Savings Based on Percentage of Pre-retirement Income
Conventional wisdom says that you’ll need to replace around 80% of your current income in retirement to maintain the same lifestyle during retirement. This means that if you make $50,000 a year before taxes, you would need about $40,000 a year in retirement. You can then use that yearly figure to guess roughly how much you should have in savings based on when you plan to retire and your life expectancy. Using the SSA’s Life Expectancy Calculator, for instance, a woman who is born in 1960 and plans to retire at 67 can expect to live for about 20 more years after her planned retirement age. If she multiplies her life expectancy (20) by her yearly expected replacement income ($40,000), she will find that she needs around $800,000 in savings to reach her goals.
Retirement Savings Based on Withdrawal Rate
Another common benchmark in retirement planning is the 4% rule. It refers to a general assumption that you can take a 4% withdrawal from your retirement balance annually. Then, you can increase the amount with inflation each year to arrive at an amount that will last you around 30 years. By that rule, for every $10,000 per year you want to spend in retirement, you will need about $250,000 in savings. ($10,000 divided by the annual withdrawal rate of 0.04.) For instance, you would need around $1 million in savings to annually withdraw $40,000.
Staying on Track With Benchmarks
Once you set a retirement savings amount based on one of these guidelines, aim to save enough to meet that goal. The U.S. Department of Labor Savings Guide provides Worksheet 4 to help you find out the percentage of income you’ll need to save each year to meet your goal. The worksheet takes you through four steps:
Use Caution With Retirement Savings Benchmarks
General benchmarks, such as Fidelity’s savings factors and calculations based on your expected replacement income or withdrawal rate, provide an acceptable starting point for determining whether you are on the right track with your retirement savings. For many people, the savings amount that these benchmarks reveal will serve as a healthy wake-up call about retirement. It’s important to know that these are simply milestones and can be somewhat of a moving target. A good retirement plan requires more than a one-size-fits-all approach.
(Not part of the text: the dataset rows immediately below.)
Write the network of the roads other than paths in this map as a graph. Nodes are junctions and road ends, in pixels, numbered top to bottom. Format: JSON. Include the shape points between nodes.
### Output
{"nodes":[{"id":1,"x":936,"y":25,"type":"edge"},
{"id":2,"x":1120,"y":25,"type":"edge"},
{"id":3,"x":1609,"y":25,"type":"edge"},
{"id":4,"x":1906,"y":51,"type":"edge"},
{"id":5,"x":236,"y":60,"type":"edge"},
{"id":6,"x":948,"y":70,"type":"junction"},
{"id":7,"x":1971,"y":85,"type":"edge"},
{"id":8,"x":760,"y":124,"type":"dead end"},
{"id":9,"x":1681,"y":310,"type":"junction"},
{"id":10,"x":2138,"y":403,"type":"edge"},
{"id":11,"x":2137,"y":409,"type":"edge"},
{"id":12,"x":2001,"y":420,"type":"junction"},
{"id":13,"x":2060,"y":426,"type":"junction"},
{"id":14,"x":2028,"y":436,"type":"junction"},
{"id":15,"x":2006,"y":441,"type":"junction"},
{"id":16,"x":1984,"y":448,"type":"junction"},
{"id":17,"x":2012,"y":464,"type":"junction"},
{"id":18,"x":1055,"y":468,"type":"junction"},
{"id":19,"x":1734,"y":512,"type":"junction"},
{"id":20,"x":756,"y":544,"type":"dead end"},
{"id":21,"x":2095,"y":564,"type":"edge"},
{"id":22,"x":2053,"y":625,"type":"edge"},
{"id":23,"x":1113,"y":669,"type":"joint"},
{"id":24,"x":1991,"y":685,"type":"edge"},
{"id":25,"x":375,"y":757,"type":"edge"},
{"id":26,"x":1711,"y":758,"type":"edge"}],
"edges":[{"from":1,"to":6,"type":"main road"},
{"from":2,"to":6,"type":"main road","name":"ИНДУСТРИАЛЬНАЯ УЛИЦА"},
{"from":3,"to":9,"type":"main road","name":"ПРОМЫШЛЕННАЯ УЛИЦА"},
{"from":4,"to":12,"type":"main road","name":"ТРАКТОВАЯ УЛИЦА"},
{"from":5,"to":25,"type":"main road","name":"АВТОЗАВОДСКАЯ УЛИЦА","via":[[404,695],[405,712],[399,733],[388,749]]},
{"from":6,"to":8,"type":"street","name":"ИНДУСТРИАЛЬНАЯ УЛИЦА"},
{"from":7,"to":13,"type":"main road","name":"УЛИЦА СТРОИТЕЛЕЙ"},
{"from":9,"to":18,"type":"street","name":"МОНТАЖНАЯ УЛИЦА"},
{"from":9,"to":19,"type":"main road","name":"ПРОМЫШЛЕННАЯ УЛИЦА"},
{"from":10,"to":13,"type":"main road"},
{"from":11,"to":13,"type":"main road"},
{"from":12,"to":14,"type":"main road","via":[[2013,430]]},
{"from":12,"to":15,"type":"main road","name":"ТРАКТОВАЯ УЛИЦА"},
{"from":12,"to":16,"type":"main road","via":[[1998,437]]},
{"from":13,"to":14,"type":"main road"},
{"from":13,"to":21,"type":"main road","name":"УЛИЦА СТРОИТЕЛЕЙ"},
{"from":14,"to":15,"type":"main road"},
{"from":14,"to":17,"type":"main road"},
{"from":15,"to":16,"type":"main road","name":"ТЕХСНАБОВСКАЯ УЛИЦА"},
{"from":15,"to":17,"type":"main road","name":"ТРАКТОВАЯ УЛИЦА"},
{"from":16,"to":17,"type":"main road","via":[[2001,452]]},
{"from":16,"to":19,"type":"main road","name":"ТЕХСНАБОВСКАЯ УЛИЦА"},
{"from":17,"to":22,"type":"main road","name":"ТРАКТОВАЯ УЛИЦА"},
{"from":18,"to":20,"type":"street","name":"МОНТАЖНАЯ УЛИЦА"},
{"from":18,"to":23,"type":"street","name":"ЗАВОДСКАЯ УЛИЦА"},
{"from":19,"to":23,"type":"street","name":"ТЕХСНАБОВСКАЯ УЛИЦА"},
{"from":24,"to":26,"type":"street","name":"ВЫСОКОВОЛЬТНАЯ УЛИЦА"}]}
Making a More Detailed Estimate
The best way to figure out if you are saving enough is to run a more detailed estimate using a retirement calculator. Then, you can make a budget plan based on realistic lifestyle expense needs. This will allow you to review your entire financial picture. It can also help you include your personalized Social Security estimates, the potential use of the equity in your home, and other income sources such as inheritances, part-time work, or rental income.